裴羡点头说好,眼神却看向刚刚起就站在一旁的郑今语。她单手叉腰,另一只手撑着额头,男孩子气的动作里透露着烦闷。
张锐看他心不在焉也只能继续。
“我反正觉得这个人不靠谱。如果他真的像说的那样名气够大,来找他做过交易的中国人不说一个也有十个,会一点中文也不奇怪,毕竟谁会和钱过不去?”
郑今语听着,想到还欠着裴羡的人情,也忍不住转身点头表示赞同。
“一切皆有可能,不是说你一定会被骗,只是保持戒备更好。我去混个服务生兼职都会尽量学两句越南语,何况是玉石这种大价钱的生意。”
裴羡这次没反驳,说了声“好”算是达成共识。他和Steven先进了收藏室,留下三人继续留在会客厅等待。

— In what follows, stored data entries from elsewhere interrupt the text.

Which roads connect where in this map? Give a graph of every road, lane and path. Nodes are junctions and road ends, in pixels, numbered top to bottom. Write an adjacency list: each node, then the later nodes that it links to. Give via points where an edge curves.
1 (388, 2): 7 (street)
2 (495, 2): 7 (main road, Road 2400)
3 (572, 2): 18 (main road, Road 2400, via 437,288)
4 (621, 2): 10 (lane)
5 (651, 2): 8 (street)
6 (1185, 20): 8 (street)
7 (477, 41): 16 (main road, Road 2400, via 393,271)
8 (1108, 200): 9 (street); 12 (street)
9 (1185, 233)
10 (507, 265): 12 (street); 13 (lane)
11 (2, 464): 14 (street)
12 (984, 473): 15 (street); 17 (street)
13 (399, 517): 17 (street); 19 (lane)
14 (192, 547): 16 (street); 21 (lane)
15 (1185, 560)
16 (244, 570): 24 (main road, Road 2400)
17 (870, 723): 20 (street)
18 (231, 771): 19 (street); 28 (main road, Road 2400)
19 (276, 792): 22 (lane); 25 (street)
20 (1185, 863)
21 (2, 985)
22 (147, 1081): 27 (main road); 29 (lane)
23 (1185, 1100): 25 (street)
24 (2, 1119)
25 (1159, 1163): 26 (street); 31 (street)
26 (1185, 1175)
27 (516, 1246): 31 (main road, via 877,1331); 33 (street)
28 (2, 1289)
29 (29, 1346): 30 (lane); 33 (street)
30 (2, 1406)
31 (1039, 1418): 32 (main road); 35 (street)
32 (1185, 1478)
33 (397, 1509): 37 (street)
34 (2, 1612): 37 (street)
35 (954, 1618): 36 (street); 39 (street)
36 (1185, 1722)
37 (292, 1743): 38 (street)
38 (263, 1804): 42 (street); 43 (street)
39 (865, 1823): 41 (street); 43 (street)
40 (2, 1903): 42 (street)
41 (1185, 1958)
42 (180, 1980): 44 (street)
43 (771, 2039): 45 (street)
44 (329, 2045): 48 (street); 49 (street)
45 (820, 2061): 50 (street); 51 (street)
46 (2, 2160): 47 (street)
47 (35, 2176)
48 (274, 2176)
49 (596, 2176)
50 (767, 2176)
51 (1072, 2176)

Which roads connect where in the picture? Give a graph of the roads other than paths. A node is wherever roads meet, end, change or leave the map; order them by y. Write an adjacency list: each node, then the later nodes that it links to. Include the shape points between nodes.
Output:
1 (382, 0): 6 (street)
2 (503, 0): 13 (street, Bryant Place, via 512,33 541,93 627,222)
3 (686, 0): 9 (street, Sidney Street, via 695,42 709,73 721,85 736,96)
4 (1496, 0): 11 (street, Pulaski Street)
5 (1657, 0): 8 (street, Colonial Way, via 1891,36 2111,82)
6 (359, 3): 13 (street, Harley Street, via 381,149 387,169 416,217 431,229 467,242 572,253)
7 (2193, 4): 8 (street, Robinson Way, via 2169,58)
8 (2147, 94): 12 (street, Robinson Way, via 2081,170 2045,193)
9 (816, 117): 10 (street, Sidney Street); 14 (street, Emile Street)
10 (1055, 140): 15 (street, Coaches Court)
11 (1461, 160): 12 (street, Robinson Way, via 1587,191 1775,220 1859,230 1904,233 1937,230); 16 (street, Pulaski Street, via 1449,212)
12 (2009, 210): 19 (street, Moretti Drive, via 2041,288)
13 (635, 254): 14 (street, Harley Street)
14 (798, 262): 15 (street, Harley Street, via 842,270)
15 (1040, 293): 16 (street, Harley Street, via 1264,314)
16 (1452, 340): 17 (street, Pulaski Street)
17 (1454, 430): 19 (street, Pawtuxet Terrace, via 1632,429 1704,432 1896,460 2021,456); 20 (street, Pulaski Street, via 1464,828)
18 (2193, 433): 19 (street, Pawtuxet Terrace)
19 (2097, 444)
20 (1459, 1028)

会客厅里燃烧的线香有股寺庙的香火味,郑今语受不了想出门透气,又因为室外的气温止步在门口。迎面吹的是热风,背后来的是冷气。
郑今语觉得这样下去迟早会得热伤风。
她往室内退了两步,看见方圆还坐在沙发上大喘气,张锐在一边劝他早点减肥,他不好意思地应声说好。
墙角放着自取的矿泉水箱,郑今语思前想后还是拿了三瓶再分给他们。
“这个喝了应该没事儿吧?”
方圆接过还是有些犹豫,张锐呛声道:“大不了一会儿把水钱再补给他,没见过这种做生意的。”
“你们以前是不是赌过石?”郑今语问。
方圆:“我没玩过,张哥以前玩,我跟着学过一点儿。”
张锐:“一次赌赢了七十,一次赔了一百二,要不是没钱了谁爱上这个破班。”
郑今语想了想,“七十万的至少也是线宽的阳绿,能做手镯的吧?”
“差不多吧,”张锐回想了一会儿。
“当时应该切涨了两次,我不想赌就给卖给别人。卖完我也没继续看,怕切出块百年难得一遇的自己后悔。第二次我从别人手里买石头,看错了色蟒,周围人又抢着要买,我脑子一热就开始和别人抬价,结果最后买了块废石。”
张锐说起这些倒是很冷静,一旁的方圆比他更像亏了三十万。
“你这是遇上托了吧,专坑人。就像我们圈子里后进的新人要收集以前的手办,只能去买二手的,卖家来一句带价排,下面全是哄抬物价。”
“其实还是供求关系,想要的人多价格水涨船高,但也可能不小心上了艘破船。”郑今语扭开瓶盖喝了两口润嗓。
“那你们觉得这次是艘破船还是......?”方圆有些担心,“我还指望着年末奖金多拿点。”
郑今语摇头不发表意见,她学的那些知识更多的还是来自书本,但实际交易只会更复杂。
“陈灵不是喜欢老大吗?既然是她介绍的,总不至于是破船。”
张锐说着放下二郎腿双肘撑在膝盖上,他看了郑今语一眼,“但现在会不会被‘宰’就说不清了。”